To showcase the details of the procedure outlined above, we discuss the workflow for executing example_01 in the example directory. In this example, the target density we want to emulate is given as a univariate Gaussian distribution, \(p = \mathcal{N}(0, \frac{1}{2})\). To begin with, we set up an UM-Bridge server mimicking a simulation model. We will fetch output data from this model. Run in a first terminal session:

python simulation_model.py

Next, we pretrain the model, meaning we generate a fixed number of input-output pairs a-priori and train the surrogate with them. Parameter points are chosen with a Latin hypercube sampling algorithm. This functionality is provided by the OfflineTrainer class in the offline_training module. To execute pretraining, we simply run

python run_pretraining.py -app example_01

Pretraining will generate a log file and a Checkpoint object, in this case surrogate_checkpoint_pretraining.pkl. We visualize the resulting GP prediction mean and 95% confidence intervals, along with the generated data points. At these data points, the GP estimate is sharp, whereas we can observe higher variance further away from the data.

samples

With a pretrained surrogate, whose meta and training data is stored in a checkpoint, we set up an actual surrogate control server via

python run_server.py -app example_01
The run script reads in the SimulationModelSettings and SKLearnGPSettings for the simulation and surrogate model, respectively. In addition, we need to provide a configuration for the control itself via ControlSettings. The control is further equipped with a logger, which is configured by a second LoggerSettings instance.
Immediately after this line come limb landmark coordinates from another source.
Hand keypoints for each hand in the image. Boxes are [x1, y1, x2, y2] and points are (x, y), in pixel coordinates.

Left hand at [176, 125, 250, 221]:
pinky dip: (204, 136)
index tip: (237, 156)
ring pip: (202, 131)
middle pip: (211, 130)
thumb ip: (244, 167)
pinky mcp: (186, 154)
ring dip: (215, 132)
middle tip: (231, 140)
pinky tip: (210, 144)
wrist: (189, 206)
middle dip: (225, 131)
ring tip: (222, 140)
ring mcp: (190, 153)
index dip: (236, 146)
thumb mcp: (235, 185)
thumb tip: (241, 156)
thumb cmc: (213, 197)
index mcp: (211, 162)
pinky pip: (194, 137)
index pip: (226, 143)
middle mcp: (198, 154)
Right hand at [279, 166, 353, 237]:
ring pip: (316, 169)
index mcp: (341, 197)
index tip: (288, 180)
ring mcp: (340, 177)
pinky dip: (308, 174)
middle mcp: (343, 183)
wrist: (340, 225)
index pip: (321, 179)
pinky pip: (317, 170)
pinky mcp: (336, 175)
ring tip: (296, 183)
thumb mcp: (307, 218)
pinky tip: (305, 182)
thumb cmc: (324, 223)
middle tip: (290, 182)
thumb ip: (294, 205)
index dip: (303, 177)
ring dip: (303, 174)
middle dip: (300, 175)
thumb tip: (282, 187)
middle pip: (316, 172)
Next, we probe the running surrogate control server with a TestClient, configured in TestClientSettings. The client simply calls the server with a number of input parameters,

python run_testclient.py -app example_01

Whenever the control server needs to call the simulation model and retrain the surrogate during this online phase, it exports a new checkpoint. These checkpoints can be utilized to set up the surrogate and control for subsequent runs, so that no information gets lost. Looking at the visualization of the last checkpoint, we can see that some additional data points have been fetched by the surrogate. Variance in the estimate is pretty much non-existent by now.

samples

After the pretraining and test client runs, we can assess all surrogate checkpoints through visualization:

python run_visualization.py -app example_01

Basically, the visualization code trains a surrogate for every of the exported checkpoints it can find in the results directory. Subsequently, it visualizes the mean output and associated 95% confidence intervals of the respective surrogates, depending on the dimension of the parameter space.

Configuration

The settings file is the unified entry point for the configuration of the simulation model, the surrogate and the control. It implements data classes that serve as input settings for the respective components. In the following, we give a detailed overview of these settings.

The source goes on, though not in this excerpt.